An hour later Rains had a quick word in the custody sergeant’s ear and let himself into Rossi’s cell. Less than a quarter of an hour after that, he was back in the CID room, hovering close to Resnick’s desk, waiting for the sergeant to get off the phone.

“Frank Churchill, otherwise know as Chambers, also Frank Church. Address in Basford.”

Resnick looked at the smile toying at the corners of Rains’s mouth. “Funny thing, isn’t it,” Rains said, “memory? Way it comes and goes.”

Frank Churchill had gone, too. “Manchester,” the woman who came to the door said. “Hope the bastard gets washed down the drains where he belongs.”

“You’ll not mind if we come in, love?” Rains said. “Take a look around.”

“Help your bloody selves.”

They found several pairs of Y-fronts, odd socks, a striped tie that looked as if it had been used as a belt; a plastic tube of hair gel and an empty deodorant spray; a ticket stub from the Odeon; several dog-eared western paperbacks written by an ex-postman from Melton Mowbray.

“If you find him,” the woman called out on to the street after them, “tell him not to bother coming back bloody here!”

“We could phone Manchester CID,” Resnick said. “Ask them to keep an eye out. Chances are he might be known up there, too.”

Rains nodded, checking the rearview mirror as he backed the car away from the curb. “Vice Squad, I’ll see what they know about a red-headed torn called Mary.”

“Or Margaret.”

“Whatever. See who else was taking part in this little foursome, who else had reason to celebrate. Working it back, I’d say it couldn’t have been more than a couple of days after the Sainsbury’s job went down.”

Twenty-Four

Mary MacDonald had been out since eight o’clock that evening. Short black skirt, black tights, high heels that pinched, a once-white blouse that hung open over the tops of her breasts. The fake fur, hip-length, she wore unfastened. By ten, Mary had been approached seven times, the car slowing as it neared the curb, window wound down, face-always white, usually middle-aged-leaning towards her.

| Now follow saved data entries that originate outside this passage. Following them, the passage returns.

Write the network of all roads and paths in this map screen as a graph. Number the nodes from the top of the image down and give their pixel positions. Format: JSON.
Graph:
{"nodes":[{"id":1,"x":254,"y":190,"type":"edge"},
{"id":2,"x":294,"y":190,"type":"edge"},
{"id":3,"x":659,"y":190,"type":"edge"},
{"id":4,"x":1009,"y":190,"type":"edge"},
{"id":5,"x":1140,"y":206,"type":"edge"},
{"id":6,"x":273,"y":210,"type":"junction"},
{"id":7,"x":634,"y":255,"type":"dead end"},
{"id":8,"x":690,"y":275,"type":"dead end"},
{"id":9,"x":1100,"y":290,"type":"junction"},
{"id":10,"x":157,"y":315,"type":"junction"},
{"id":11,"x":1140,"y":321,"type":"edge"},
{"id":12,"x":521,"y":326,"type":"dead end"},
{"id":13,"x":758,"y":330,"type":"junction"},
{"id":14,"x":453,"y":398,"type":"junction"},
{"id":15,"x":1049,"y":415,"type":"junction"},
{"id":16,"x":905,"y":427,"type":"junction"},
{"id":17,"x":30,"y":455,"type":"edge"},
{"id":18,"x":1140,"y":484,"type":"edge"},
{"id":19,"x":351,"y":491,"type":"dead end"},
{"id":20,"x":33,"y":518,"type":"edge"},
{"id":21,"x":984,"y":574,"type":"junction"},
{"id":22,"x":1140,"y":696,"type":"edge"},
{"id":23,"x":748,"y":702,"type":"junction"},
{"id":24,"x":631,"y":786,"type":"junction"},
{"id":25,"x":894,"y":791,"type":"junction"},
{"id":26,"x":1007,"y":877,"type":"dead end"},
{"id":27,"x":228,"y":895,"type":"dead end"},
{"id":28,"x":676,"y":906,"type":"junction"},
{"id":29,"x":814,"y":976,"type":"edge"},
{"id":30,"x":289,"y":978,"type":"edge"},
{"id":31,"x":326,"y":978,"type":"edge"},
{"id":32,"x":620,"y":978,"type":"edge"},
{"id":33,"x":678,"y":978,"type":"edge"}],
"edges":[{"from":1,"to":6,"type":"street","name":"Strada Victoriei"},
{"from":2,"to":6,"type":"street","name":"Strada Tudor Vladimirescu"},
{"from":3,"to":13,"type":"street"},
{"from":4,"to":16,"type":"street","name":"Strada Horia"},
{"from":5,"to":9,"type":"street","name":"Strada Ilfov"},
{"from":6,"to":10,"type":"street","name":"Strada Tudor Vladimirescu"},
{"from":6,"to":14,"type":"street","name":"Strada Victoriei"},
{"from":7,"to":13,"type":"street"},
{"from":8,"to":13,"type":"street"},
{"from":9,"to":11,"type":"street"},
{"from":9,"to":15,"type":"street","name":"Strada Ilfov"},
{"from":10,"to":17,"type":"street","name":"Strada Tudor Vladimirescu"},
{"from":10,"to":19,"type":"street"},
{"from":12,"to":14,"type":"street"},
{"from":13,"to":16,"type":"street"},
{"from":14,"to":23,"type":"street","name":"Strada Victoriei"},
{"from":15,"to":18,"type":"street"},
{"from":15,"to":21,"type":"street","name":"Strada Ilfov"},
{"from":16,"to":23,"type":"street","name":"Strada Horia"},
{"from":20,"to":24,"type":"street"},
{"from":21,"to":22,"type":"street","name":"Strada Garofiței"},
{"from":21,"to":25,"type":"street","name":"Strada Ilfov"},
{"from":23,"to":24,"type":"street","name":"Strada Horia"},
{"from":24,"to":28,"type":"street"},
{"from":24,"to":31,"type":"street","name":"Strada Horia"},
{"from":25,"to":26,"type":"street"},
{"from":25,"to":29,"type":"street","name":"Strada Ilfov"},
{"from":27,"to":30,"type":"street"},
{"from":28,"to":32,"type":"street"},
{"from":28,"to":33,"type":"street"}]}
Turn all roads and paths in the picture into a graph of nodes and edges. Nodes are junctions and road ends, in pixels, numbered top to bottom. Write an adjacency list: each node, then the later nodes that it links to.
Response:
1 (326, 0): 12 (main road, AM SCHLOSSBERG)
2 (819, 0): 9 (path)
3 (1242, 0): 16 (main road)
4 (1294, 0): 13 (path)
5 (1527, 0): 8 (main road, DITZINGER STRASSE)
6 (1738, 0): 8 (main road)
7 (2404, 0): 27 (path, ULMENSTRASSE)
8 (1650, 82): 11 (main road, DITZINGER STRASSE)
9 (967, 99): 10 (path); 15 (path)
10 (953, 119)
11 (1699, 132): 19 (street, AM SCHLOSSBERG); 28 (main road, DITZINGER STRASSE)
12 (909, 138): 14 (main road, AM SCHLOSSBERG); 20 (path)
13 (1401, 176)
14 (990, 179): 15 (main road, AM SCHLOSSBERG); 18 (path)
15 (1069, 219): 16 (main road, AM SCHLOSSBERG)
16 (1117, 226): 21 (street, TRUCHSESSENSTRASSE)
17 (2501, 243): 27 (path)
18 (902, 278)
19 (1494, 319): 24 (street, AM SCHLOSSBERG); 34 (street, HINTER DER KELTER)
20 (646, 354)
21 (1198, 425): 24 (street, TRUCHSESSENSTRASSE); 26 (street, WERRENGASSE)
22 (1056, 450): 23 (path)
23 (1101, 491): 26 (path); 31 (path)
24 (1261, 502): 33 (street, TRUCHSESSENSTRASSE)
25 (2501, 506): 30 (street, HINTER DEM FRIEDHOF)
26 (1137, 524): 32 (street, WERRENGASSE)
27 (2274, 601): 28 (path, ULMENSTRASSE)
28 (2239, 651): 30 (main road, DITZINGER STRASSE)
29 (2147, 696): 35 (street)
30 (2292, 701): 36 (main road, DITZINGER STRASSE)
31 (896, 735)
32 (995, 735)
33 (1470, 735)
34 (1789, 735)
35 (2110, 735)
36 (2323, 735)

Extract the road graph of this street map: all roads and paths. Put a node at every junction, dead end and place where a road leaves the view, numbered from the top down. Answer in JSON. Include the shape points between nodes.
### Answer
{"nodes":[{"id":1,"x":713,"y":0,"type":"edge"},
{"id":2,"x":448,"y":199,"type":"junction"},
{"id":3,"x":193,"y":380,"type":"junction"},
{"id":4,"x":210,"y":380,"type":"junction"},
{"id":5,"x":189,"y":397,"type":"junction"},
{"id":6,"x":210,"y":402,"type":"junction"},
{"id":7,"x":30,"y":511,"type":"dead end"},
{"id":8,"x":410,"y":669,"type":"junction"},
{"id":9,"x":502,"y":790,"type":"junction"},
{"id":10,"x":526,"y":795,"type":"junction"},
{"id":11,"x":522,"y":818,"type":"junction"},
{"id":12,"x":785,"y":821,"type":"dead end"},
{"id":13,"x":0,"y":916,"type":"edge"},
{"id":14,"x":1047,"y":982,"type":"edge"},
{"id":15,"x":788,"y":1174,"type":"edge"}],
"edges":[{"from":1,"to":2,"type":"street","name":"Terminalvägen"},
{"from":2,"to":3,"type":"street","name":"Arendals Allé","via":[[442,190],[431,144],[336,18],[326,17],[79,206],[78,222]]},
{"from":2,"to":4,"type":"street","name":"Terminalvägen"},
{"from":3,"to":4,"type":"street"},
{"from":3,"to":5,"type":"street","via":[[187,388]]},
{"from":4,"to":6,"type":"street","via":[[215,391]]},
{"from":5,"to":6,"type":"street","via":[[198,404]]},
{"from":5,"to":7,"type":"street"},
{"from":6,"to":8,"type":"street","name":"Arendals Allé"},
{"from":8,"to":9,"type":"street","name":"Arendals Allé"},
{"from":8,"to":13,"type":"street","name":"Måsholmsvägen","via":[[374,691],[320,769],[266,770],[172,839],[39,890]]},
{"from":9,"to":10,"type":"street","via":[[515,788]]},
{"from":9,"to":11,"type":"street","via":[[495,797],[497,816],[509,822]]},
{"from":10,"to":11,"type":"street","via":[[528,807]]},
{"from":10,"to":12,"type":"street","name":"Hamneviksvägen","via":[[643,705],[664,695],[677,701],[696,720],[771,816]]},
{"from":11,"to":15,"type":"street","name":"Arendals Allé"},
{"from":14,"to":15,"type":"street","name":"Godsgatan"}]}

“Looking for business, duck?”

It was as far as the transaction had progressed. Head withdrew, window up, the car puffing sharply away, looking for what? Someone younger, slimmer, sexier, closer to their damp and furtive little dreams?

Mary watched the same cars driving round and round the circuit, some of them never going beyond the first exchange, discussion of terms-“Any place to go? Strip? How about the night? Have you got a friend?” Mary lit a cigarette although she was supposed to be giving it up, leaned back against the stones of the high wall, paced slowly up and down.

From the corner of Gedling Grove along Waverley Street, hang about on the edge of Raleigh Street, then back again, heels clicking on the pavement as she climbed back up the hill. Across Waverley Street, the trees of the park were dark and losing shape and through them she could just see the lights of the Arboretum Hotel. Some nights the landlord would let her sit at a table near the bar, sipping at a rum and black, slipping off her shoes, now and again reaching down to rub her feet. Other times, the look on his face would be enough and if she were thirsty enough, fed up enough, she would walk the other direction, up on to the Alfreton Road, where the publicans were less fussy about their trade.